What followed was “a year of feeling like I was thrown into the ocean and couldn’t swim,” Keough said. “The first four or five months, I couldn’t get out of bed. I was totally debilitated. I couldn’t talk for two weeks.”
Even now, Keough finds the tragedy hard to accept. “It’s very complicated for our minds to put that somewhere because it’s so outrageous,” she said. “If I’m going through a breakup, I know what to do with that and where to file it in my mind, but suicide of your brother? Where do you put that? How does that integrate? It just doesn’t.”
Keough got through it with the help of her friends and her husband, Ben Smith-Petersen, a stuntman, but first she laid down some ground rules: “I wanted to make sure that I was feeling everything and I wasn’t running from anything,” she said. To that end, Keough recently became a death doula. Instead of helping to facilitate a birth, she guides people through the issues that arise during the final portion of their lives.
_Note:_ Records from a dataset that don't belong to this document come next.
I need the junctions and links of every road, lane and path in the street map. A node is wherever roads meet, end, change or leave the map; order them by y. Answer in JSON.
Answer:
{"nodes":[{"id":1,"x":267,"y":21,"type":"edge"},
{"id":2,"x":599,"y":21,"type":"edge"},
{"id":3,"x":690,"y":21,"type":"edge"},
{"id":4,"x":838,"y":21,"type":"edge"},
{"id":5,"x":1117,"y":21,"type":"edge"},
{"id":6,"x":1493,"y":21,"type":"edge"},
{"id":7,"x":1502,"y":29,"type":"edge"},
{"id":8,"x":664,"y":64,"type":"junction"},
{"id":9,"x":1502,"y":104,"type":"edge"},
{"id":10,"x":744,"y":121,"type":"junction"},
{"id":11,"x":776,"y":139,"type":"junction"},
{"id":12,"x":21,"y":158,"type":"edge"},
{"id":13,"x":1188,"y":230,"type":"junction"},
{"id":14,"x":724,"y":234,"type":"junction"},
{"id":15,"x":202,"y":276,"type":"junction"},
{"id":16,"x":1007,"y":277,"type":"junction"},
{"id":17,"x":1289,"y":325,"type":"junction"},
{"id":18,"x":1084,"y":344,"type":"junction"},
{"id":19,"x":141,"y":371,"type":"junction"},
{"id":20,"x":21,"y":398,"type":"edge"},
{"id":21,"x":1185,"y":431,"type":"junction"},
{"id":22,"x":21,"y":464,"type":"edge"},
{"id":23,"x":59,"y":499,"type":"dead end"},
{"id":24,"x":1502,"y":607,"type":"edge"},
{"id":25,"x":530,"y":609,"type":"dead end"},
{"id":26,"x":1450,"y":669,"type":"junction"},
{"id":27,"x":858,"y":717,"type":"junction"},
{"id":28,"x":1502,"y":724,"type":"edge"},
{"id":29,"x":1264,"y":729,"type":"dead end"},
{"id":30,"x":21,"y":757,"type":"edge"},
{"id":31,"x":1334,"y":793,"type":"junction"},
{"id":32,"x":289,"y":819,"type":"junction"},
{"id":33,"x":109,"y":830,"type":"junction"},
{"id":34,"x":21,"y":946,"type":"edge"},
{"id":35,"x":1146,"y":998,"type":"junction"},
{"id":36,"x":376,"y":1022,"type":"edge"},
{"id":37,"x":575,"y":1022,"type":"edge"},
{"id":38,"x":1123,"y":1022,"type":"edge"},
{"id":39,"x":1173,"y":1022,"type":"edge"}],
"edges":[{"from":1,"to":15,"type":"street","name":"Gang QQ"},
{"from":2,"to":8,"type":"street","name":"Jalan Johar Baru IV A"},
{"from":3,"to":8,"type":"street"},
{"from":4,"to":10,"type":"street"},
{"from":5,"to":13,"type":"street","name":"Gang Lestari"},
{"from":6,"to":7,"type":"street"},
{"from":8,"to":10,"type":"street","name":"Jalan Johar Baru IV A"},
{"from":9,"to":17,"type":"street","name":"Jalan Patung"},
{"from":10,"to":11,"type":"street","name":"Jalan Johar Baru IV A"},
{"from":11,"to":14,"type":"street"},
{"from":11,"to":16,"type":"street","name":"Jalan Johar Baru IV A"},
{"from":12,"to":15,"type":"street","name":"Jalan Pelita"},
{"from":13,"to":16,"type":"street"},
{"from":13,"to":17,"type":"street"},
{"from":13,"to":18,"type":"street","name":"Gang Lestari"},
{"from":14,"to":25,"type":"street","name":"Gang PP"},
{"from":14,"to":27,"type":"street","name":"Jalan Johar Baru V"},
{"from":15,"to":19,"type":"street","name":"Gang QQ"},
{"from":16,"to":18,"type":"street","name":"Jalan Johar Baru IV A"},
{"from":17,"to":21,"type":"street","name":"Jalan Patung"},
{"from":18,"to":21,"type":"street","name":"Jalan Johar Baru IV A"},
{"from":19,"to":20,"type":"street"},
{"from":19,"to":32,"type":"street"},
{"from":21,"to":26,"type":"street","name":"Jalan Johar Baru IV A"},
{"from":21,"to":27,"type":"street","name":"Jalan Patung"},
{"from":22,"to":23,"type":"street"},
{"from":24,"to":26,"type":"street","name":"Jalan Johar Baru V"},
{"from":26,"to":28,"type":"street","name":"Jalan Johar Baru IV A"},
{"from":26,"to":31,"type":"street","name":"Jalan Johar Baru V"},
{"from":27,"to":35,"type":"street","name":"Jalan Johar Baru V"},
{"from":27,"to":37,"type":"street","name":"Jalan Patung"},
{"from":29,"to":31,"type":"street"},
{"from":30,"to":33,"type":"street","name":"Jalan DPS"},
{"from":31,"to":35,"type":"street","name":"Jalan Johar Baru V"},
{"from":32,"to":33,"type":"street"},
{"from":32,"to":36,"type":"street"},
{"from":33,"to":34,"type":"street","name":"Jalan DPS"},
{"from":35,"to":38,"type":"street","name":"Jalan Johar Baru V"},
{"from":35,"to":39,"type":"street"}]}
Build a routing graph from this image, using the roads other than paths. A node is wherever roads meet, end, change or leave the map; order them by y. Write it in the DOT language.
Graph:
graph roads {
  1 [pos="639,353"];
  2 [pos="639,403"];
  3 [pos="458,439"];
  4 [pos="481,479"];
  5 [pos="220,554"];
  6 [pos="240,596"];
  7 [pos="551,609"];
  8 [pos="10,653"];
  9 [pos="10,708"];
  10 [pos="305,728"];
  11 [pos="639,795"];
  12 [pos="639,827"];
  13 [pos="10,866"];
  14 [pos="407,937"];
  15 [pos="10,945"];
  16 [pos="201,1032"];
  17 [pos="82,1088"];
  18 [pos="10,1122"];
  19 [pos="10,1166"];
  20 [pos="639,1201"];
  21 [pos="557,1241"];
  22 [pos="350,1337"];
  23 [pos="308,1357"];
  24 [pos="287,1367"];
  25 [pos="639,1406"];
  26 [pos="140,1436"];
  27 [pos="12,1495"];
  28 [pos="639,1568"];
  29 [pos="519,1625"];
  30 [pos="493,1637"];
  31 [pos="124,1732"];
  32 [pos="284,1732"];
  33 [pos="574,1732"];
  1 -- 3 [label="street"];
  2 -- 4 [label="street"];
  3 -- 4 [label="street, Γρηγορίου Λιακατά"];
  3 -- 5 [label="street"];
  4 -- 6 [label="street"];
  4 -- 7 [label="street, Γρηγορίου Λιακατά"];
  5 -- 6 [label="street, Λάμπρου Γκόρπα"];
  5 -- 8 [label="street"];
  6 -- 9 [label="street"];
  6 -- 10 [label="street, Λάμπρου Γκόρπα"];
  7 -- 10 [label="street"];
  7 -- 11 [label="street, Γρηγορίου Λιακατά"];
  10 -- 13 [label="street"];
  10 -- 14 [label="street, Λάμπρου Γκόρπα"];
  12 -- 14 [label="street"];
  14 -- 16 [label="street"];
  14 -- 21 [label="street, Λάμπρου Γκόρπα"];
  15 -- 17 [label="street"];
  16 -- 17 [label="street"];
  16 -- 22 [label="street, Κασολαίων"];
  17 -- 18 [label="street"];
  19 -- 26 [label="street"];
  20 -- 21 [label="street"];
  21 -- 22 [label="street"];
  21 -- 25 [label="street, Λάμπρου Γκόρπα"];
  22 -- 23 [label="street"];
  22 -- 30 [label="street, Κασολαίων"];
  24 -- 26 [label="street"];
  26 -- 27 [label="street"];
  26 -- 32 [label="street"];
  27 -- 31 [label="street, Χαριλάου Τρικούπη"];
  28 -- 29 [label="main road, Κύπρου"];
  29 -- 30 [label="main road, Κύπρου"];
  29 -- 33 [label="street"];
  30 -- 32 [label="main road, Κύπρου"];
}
“That’s really what’s helped me, being able to put myself in a position of service,” she said. “If I can help other people, maybe I can find some way to help myself.”
And she has lately found things to treasure about her grief, too, though she admits that if someone had told her to expect a silver lining shortly after Benjamin died, she probably would have replied with expletives. “But there’s this sense of the fragility of life and how every moment matters to me now,” Keough said.
It’s her new normal, one she’s still getting used to: Maybe you’re never quite certain where Keough stands because until recently, she hadn’t been all that sure herself. It almost couldn’t be helped with a childhood that whiplashed between two extremes. But now, at 32, she’s finally figured something out.
“I think growing up, I was always searching for answers,” she said. “Now I know that everything’s inside me. All you can do is surrender and be present for the experience.”